* _PROBLEM TO WORK ON_: For each line of the data that includes the word "paths", copy the line.

........

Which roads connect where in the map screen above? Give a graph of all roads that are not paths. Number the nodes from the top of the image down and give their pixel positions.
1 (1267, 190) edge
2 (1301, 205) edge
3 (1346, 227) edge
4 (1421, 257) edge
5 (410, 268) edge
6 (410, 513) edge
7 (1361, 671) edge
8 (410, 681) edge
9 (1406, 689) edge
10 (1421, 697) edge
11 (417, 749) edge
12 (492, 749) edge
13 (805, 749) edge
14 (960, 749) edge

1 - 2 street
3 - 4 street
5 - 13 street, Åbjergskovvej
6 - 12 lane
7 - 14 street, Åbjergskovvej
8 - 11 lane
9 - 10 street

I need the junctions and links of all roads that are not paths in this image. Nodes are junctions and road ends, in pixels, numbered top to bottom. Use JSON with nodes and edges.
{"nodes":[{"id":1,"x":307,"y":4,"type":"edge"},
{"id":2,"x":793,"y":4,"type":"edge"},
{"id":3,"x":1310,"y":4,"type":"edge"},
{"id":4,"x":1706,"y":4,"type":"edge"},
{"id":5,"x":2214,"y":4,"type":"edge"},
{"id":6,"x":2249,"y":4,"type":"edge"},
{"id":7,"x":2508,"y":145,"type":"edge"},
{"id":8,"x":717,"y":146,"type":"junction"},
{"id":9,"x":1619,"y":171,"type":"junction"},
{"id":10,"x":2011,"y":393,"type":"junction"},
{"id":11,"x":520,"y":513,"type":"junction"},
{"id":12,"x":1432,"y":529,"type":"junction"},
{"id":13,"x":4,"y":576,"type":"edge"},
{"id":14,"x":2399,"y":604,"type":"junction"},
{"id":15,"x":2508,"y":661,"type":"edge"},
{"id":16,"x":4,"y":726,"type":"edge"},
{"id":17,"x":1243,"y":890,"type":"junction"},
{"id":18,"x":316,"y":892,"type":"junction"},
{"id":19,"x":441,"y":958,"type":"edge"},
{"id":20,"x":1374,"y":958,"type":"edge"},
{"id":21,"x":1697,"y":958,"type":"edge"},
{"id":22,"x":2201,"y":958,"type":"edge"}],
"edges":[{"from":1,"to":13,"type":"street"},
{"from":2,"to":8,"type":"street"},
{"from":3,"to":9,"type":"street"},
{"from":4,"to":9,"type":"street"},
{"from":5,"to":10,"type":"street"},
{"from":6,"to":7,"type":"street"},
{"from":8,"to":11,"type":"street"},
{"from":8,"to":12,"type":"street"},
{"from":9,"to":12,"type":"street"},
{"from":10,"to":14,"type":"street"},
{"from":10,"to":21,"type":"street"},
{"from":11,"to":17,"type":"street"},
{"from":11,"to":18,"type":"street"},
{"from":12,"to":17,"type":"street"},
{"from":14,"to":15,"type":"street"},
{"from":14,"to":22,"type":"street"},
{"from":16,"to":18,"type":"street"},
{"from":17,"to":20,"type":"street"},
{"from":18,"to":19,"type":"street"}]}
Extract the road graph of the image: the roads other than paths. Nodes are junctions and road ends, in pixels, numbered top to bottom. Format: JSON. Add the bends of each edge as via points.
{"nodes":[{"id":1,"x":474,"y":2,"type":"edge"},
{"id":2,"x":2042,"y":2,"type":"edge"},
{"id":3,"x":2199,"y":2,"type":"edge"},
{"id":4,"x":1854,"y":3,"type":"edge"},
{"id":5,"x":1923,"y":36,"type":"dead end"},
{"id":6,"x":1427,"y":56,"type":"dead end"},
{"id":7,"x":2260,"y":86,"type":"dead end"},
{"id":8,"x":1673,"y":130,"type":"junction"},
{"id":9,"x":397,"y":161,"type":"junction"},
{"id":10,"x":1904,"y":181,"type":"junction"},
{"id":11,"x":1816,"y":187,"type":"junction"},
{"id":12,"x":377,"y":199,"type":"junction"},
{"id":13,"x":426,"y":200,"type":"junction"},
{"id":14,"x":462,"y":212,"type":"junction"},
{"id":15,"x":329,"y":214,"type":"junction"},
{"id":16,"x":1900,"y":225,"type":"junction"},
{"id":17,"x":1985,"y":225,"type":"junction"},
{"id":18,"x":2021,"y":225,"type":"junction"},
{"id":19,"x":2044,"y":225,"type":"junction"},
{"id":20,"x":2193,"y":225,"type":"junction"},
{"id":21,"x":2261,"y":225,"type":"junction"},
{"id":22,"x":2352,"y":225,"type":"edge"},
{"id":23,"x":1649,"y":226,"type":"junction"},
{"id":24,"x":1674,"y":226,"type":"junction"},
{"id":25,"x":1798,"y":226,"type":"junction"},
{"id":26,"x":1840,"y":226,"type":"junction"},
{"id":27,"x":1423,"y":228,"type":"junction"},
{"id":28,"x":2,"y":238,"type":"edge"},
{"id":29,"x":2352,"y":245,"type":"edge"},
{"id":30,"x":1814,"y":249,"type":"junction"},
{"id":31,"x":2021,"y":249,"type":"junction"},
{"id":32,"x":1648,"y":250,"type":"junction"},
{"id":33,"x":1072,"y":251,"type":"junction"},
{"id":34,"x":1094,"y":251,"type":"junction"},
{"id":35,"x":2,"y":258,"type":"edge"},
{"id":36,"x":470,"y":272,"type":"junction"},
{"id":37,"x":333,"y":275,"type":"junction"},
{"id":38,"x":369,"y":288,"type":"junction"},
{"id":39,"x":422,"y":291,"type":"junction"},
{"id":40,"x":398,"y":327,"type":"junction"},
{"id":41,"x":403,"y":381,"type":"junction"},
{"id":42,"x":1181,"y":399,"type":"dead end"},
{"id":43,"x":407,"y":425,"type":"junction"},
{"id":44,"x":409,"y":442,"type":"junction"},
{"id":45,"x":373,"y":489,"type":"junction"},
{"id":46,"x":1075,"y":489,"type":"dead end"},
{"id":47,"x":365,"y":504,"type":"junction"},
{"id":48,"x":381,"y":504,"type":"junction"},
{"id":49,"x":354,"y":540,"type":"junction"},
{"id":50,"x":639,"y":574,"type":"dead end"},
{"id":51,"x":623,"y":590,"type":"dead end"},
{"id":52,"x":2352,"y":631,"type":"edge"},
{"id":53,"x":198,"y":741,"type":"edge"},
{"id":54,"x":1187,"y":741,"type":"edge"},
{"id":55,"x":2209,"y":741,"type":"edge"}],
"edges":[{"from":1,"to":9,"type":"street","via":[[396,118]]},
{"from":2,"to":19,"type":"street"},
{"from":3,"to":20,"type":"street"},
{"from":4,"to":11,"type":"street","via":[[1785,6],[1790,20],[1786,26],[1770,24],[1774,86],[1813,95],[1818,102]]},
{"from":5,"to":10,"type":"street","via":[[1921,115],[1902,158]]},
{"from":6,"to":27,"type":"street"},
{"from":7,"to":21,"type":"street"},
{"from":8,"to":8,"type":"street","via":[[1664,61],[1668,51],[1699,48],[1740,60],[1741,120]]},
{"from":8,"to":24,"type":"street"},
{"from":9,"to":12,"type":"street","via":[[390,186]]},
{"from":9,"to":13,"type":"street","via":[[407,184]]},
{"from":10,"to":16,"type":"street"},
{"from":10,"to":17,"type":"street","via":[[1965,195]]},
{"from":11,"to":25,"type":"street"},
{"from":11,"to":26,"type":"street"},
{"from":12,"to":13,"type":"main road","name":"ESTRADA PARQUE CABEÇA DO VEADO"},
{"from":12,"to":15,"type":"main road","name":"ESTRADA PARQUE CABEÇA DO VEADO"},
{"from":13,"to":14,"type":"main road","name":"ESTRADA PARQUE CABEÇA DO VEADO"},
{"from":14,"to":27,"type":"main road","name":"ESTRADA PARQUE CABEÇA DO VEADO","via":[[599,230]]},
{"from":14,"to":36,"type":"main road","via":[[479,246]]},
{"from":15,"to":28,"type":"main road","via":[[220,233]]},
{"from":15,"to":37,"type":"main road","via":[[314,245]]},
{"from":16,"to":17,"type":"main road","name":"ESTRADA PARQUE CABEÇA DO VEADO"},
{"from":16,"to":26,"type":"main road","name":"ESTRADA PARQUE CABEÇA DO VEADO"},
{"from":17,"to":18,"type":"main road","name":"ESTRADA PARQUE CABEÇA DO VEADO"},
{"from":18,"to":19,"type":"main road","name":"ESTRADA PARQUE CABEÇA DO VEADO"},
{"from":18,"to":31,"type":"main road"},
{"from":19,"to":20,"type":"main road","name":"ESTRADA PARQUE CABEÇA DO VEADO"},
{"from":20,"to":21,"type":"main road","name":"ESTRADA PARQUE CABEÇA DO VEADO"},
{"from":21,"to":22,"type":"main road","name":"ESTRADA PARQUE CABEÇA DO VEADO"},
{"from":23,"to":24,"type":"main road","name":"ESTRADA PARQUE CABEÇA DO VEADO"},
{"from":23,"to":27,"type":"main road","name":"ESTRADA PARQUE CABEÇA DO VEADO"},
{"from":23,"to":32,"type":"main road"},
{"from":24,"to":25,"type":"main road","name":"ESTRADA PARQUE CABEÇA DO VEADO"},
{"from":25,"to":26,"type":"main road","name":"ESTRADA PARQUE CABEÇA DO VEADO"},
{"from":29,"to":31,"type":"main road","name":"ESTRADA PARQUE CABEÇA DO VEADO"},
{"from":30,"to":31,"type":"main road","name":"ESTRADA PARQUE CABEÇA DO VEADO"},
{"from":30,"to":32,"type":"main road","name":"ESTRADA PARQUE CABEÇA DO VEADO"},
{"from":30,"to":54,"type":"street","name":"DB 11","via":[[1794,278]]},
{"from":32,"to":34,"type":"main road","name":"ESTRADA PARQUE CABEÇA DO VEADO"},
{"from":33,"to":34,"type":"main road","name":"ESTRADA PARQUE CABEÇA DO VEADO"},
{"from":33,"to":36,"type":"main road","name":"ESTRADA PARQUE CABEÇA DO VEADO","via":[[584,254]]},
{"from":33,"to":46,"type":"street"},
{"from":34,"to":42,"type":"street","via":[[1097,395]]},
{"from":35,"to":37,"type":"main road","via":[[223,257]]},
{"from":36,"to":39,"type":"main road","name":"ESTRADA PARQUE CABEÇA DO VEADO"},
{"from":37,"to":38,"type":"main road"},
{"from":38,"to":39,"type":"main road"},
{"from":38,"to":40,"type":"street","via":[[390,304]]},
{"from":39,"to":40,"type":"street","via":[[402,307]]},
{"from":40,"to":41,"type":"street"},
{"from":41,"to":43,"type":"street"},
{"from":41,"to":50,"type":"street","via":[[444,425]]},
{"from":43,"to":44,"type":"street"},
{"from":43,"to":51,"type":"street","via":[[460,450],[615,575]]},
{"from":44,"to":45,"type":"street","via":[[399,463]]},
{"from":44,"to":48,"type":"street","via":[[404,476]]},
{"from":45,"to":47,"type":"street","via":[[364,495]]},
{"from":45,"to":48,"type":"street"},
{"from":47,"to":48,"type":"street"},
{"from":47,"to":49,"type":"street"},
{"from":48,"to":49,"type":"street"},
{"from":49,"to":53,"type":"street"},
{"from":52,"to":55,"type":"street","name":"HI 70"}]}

........

* _WRITTEN SOLUTION_:
Which roads connect where in the map screen above? Give a graph of all roads that are not paths. Number the nodes from the top of the image down and give their pixel positions.
I need the junctions and links of all roads that are not paths in this image. Nodes are junctions and road ends, in pixels, numbered top to bottom. Use JSON with nodes and edges.
Extract the road graph of the image: the roads other than paths. Nodes are junctions and road ends, in pixels, numbered top to bottom. Format: JSON. Add the bends of each edge as via points.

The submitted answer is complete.